* [What the task requires]:
Search the entries below for "roads" and copy each matching line.

*** Input Section Begins ***

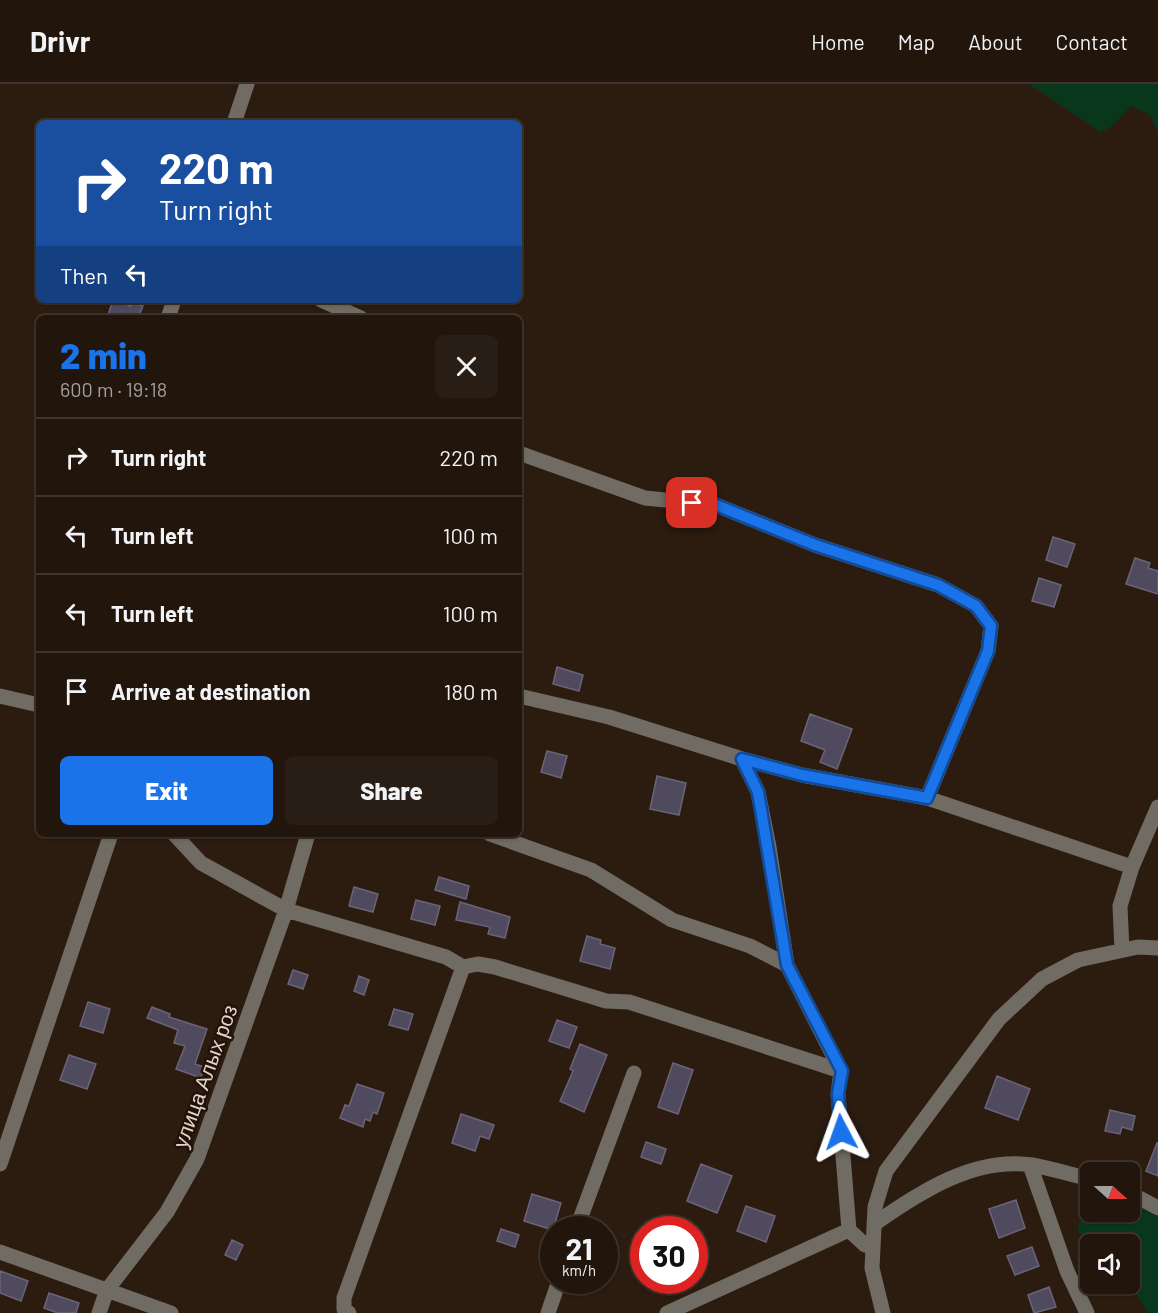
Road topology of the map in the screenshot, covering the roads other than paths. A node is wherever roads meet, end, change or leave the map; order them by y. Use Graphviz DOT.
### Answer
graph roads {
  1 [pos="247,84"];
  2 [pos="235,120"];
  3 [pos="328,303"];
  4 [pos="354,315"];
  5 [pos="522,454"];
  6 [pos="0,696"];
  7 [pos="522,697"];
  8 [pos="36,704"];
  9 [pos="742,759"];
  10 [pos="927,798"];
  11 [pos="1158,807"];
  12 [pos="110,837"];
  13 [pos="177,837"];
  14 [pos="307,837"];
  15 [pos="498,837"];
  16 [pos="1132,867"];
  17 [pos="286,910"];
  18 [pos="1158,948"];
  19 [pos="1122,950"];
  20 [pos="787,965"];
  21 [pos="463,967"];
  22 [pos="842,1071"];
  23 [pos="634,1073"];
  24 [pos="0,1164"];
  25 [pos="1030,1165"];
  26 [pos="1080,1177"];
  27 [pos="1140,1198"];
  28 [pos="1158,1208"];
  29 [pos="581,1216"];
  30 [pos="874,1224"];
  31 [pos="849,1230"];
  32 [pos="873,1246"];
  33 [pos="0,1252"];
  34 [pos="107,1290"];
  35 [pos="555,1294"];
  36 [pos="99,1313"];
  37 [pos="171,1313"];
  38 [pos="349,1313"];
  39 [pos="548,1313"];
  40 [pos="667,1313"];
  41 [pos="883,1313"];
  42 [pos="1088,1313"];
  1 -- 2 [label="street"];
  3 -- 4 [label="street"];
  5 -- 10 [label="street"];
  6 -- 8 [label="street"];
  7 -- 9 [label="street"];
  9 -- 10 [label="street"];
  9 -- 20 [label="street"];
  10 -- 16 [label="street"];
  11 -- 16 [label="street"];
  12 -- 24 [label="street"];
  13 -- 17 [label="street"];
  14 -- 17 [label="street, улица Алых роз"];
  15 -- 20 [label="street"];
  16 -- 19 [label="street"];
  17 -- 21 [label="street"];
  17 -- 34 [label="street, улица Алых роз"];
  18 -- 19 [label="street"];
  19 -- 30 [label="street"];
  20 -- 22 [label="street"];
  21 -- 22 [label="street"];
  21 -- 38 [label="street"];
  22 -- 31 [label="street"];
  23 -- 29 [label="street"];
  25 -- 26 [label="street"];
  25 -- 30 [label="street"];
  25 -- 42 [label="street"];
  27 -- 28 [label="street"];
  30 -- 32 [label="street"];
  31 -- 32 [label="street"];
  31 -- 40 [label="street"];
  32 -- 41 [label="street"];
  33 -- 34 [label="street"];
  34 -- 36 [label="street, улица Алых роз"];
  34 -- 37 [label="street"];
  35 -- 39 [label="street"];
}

*** Input Section Ends ***

* [Exercise response]:
Road topology of the map in the screenshot, covering the roads other than paths. A node is wherever roads meet, end, change or leave the map; order them by y. Use Graphviz DOT.
graph roads {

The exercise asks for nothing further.